Sistematikanya terdiri atas 12 subbab.
Masing-masing menguraikan satu pokok bahasan. Antara lain Inner
Beauty, Tersenyum, Bersahabat, Keseimbangan Hidup, dan Tidur Nyenyak.
Hidup Itu Anugerah merupakan sharing pengalaman penulis selama 10
tahun berkarya di Pastoran Sanjaya Muntilan (1 Agustus 2002 – 7
Januari 2012) sekaligus tanda syukur atas ulang tahun Imamat ke-22 (22
Februari 1990 – 22 Februari 2012).
Karya tulis ini relatif “njawani”. Dalam
arti, banyak menggunakan filosofi Kejawen untuk menerangkan satu
fenomena tertentu. Misalnya, orang yang sulit bersyukur cenderung
memaksakan diri (ngaya). Selain itu, mereka juga menjadikan
keserakahan sebagai berhala (ngangsa). Pun selalu memerhitungkan
untung dan rugi (petung). Bila ketiga kecenderungan tersebut
bersekutu maka muaranya ialah penderitaan hidup (nelangsa) (halaman
35). Contoh yang tak perlu ditiru ialah para koruptor. Mereka ibarat
meminum air laut, seberapa pun perutnya menggelembung tetap saja haus
dan serakah merampas uang rakyat.
Sebagai solusi, Romo Projo yang
mengawali pelayanannya di Paroki St. Fransiskus Xaverius Kidulloji,
Yogyakarta ini mengajak pembaca berterimakasih atas hal-hal sepele
yang ada dalam keseharian hidup. Ia mengutip Mazmur 79:13, “Maka kami
ini, umat-Mu, dan kawanan domba gembalaan-Mu akan bersyukur untuk
selama-lamanya, dan akan memberikan puji-pujian untuk-Mu
turun-temurun.”
Seruan tersebut sejalan dengan
penelitian ilmiah dr. Masaro Emoto, ungkapan cinta (love) dan syukur
(gratitude) juga membentuk kristal air heksagonal yang sangat indah.
Salah satu tolok ukurnya ialah pola tidur. Tak hanya dari aspek
kuantitas alias lamanya tidur, tapi lebih pada kualitas. Orang yang
penuh syukur, menjalani hidup dengan gembira, bahagia, dan sepenuh
hati. Alhasil, ketika tidur niscaya nyenyak dan bahkan nyenyak sekali
tanpa mimpi (deep sleep). Kenapa? Karena terbiasa pasrah pada
penyelenggaraan dan perlindungan-Nya (halaman 110).

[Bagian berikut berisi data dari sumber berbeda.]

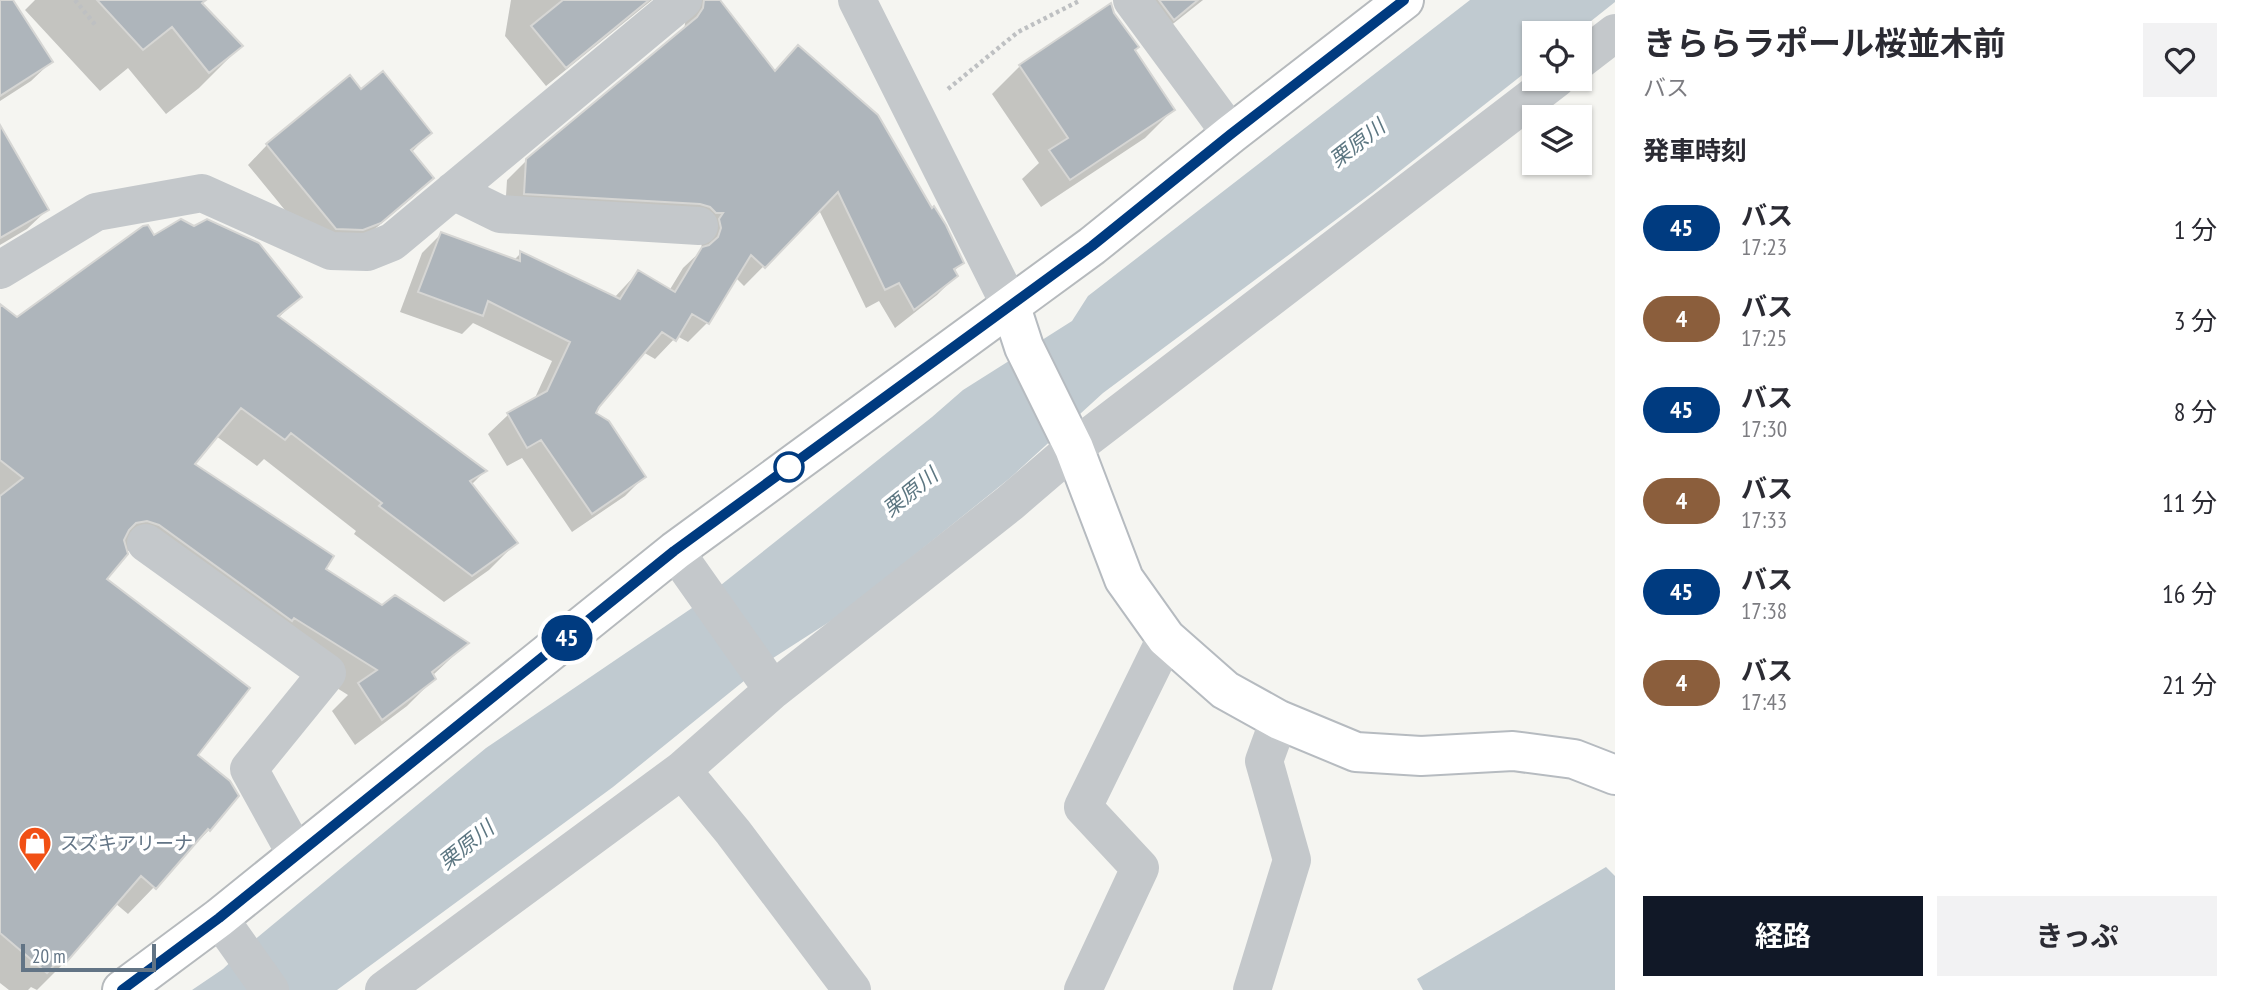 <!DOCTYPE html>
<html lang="ja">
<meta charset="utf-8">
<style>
:root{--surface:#fff;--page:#f2f2f3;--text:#2b2b33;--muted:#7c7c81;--accent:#111827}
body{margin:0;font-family:"PT Sans Narrow","Noto Sans JP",sans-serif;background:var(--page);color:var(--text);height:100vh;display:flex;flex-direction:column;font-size:26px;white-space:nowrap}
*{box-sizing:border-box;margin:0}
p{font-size:23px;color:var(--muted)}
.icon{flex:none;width:38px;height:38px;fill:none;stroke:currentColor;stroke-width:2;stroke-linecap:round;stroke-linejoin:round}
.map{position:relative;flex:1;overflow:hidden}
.sheet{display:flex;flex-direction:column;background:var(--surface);width:630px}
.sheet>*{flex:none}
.badge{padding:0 14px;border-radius:23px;font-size:24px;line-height:46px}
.fabs{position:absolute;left:1522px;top:21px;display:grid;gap:14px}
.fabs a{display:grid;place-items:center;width:70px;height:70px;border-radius:0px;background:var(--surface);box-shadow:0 2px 5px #0004;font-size:35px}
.scale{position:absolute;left:21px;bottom:18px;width:135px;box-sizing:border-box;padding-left:7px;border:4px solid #627485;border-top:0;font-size:19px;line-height:24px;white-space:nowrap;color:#627485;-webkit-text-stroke:5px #fff;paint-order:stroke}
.map>.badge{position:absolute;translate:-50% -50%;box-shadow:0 0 0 4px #fff}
h2{padding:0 28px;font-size:26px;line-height:63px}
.round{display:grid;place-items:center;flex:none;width:74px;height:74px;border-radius:0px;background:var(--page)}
.summary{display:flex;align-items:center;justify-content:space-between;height:119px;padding:0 28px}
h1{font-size:33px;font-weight:700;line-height:52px}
.cta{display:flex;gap:14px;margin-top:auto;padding:14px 28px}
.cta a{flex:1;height:80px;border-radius:0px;background:var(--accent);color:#fff;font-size:28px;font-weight:700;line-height:80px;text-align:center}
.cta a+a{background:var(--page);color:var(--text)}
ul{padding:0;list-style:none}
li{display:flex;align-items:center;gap:21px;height:91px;padding:0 28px}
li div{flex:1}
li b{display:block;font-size:26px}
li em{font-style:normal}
li .badge{min-width:77px;font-weight:700;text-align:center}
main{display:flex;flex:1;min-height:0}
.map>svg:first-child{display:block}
.water{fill:#c0cad0}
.shadow{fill:#0003}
.building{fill:#aeb5bb;stroke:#d6d6d4;stroke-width:2}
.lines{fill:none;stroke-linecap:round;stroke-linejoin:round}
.secondary-casing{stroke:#b6bbc0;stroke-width:42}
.highway-casing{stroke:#b6babd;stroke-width:42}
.path{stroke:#bec0c2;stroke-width:4.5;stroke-dasharray:3.5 3.5;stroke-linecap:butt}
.street{stroke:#c4c8cb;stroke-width:38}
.secondary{stroke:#fff;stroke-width:38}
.highway{stroke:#fff;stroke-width:38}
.line-casing{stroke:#fff;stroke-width:16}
.line{stroke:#003b80;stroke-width:10}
.stop-dot{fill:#fff;stroke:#003b80;stroke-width:3.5}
.labels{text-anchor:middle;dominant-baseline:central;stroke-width:7;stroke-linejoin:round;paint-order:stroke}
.poi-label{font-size:19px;fill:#627485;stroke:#fff;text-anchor:start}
.water-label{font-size:21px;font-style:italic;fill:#5d7782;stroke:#fff}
</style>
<main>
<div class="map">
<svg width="1615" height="990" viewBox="0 0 1615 990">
<rect width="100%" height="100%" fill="#f5f5f1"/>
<path class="water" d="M1470,0H1615V2L1576,33H1535V65L1372,193L1103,393L1010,478L840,615L770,660L613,787L337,990H192L223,969L253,941L486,748L692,608L932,417L963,390L1072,321L1088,296Z
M1606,867L1615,876V990H1423L1417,979Z"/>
<path class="shadow" d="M0,0H11L51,62L31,81L0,101Z
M35,0H197L241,46L199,88L166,114L128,68L100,91L25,10Z
M511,0H652L546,86L505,36Z
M673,0H718L773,72L798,47L962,263L953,272L956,276L937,295L895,328L879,301L866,308L819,210L744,286L735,277L707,323L688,342L677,336L655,359L643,352L598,406L594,414L644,477L625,496L572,532L522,458L507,466L488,434L508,415L534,400L552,361L473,323L462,334L400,312L422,253L441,234L513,261L521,253L614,298L638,272L669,291L683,268L702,250L701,240L505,212L507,180L527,160L684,30L686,17Z
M1124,0H1203L1145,46Z
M1133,51L1173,110L1145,138L1041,207L1022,179L1039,163L992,94L1020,66Z
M360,91L430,133L411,153L432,178L412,198L359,242L316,248L248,165L267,145Z
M0,129L47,210L27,229L0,245Z
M153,237L300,297L278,318L485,471L471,485L516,543L489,570L444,602L354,534L356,531L264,459L257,466L216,436L193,464L323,570L382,607L466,644L432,676L434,679L407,706L355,745L332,711L348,695L267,644L131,552L125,549L105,579L196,756L237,795L209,830L128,914L115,903L63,964L37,990L31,987L28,990H9L0,983V307L17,320Z"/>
<path class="building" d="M0,0H13L53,62L0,96Z
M97,0H206L202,3L243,46L209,73L172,27L143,50Z
M563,0H649L566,68L531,26Z
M704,0H720L775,71L798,45L878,115L932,208L934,206L946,225L964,263L954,269L958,276L914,310L899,283L885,290L838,192L765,268L751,255L709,324L692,314L676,341L662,332L599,407L596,413L609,421L646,477L592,514L541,440L527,448L507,413L547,391L570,342L488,301L483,316L418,292L441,232L520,261V251L620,299L638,270L675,292L702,247L709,245L718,237L721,228L719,219L723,213H716L710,207L700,204L524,194L526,159L697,17L703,8Z
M1159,0H1198L1174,20Z
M1111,3L1114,13L1139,47L1135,50L1175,110L1070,180L1049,150L1068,138L1019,65Z
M383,71L432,133L411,150L434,178L381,223L363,230L336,229L266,144L350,75L361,89Z
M0,125L49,210L0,238Z
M181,219L194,226L207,219L259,243L302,297L278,316L487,471L470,481L518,543L472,576L379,506L382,503L291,433L285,440L241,408L195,464L334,556L326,569L382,605L395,595L469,643L432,672L436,679L382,720L358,683L377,670L294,618L292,621L159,525L147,521L136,523L129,530L124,540L128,554L107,579L250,688L198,755L230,781L239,796L210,831L208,829L156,889L141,876L64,965L58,961L47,973L0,933V496L23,478L0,460V304L17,317L143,226L148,225L154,235Z"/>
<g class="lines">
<defs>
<path id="secondary" d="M1011,307L1024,347L1074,448L1124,579L1166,638L1225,690L1279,720L1356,752L1421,756L1513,751L1574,759L1615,775"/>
<path id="highway" d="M122,990L219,918L675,551L1092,246L1231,134L1404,0"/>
</defs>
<use href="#secondary" class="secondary-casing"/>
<use href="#highway" class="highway-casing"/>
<path class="path" d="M75,0L97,27
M948,89L1018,32L1081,0"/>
<path class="street" d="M857,0L1011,307
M1132,0L1231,134
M1580,60L1615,33
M453,191L500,214L699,226
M0,270L96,212L202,193L331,251L367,252L392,242L683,0
M146,543L327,673L249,769L297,856
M675,551L773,690
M682,770L733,832L852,990
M219,918L270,990
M384,990L682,770L773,690L1010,503L1074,448L1556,79
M1083,990L1140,868L1083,807L1166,638
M1252,990L1292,860L1264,761L1279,720"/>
<use href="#secondary" class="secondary"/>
<use href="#highway" class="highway"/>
</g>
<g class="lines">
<defs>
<path id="line" d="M122,990L219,918L674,551L1092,246L1231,134L1404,0"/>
</defs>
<use href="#line" class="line-casing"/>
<use href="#line" class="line"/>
</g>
<defs>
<symbol id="shop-pin" viewBox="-11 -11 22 30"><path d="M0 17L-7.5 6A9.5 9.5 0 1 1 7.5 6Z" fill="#f15015" stroke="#fff"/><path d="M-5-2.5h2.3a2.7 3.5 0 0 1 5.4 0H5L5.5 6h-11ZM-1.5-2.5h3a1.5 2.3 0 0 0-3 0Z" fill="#fff"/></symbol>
</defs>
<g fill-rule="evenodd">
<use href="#shop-pin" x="16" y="824" width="38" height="52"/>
</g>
<circle class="stop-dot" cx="789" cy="467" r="14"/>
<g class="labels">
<g class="poi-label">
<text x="60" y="843">スズキアリーナ</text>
</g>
<g class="water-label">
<text transform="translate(1357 143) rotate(-38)">栗原川</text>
<text transform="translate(910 492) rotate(-39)">栗原川</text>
<text transform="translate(466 845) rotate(-39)">栗原川</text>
</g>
</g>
</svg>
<div class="fabs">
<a><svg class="icon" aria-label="locate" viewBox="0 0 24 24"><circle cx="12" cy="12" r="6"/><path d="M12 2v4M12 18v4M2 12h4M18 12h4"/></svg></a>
<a><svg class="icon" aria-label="layers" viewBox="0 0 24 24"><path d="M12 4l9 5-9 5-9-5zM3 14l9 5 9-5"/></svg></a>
</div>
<div class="scale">20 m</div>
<b class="badge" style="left:567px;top:638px;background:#003b80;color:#fff">45</b>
</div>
<section class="sheet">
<div class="summary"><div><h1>きららラポール桜並木前</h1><p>バス</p></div><a class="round"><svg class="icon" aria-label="heart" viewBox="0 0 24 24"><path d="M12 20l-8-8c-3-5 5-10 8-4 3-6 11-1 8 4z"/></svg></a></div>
<h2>発車時刻</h2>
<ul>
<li><span class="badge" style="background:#003b80;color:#fff">45</span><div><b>バス</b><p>17:23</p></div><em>1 分</em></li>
<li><span class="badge" style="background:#8b5e3c;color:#fff">4</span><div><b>バス</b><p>17:25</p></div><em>3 分</em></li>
<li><span class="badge" style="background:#003b80;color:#fff">45</span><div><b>バス</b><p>17:30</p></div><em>8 分</em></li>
<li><span class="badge" style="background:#8b5e3c;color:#fff">4</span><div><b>バス</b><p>17:33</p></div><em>11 分</em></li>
<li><span class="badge" style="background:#003b80;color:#fff">45</span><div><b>バス</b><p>17:38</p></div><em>16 分</em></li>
<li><span class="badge" style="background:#8b5e3c;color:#fff">4</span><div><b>バス</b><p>17:43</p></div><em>21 分</em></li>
</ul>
<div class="cta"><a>経路</a><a>きっぷ</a></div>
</section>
</main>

Buku setebal 116 halaman ini ibarat
lentera. Isinya niscaya menyinari hati pembaca yang sudi membuka diri
dan berbagi pada sesama. Pilihan ada di tangan manusia, mau melihat
hidup sebagai anugerah atau serapah. Senada dengan pendapat para
bijak, “Manusia memang tak bisa menghentikan ombak, tapi kita bisa
belajar berselancar.” Selamat membaca!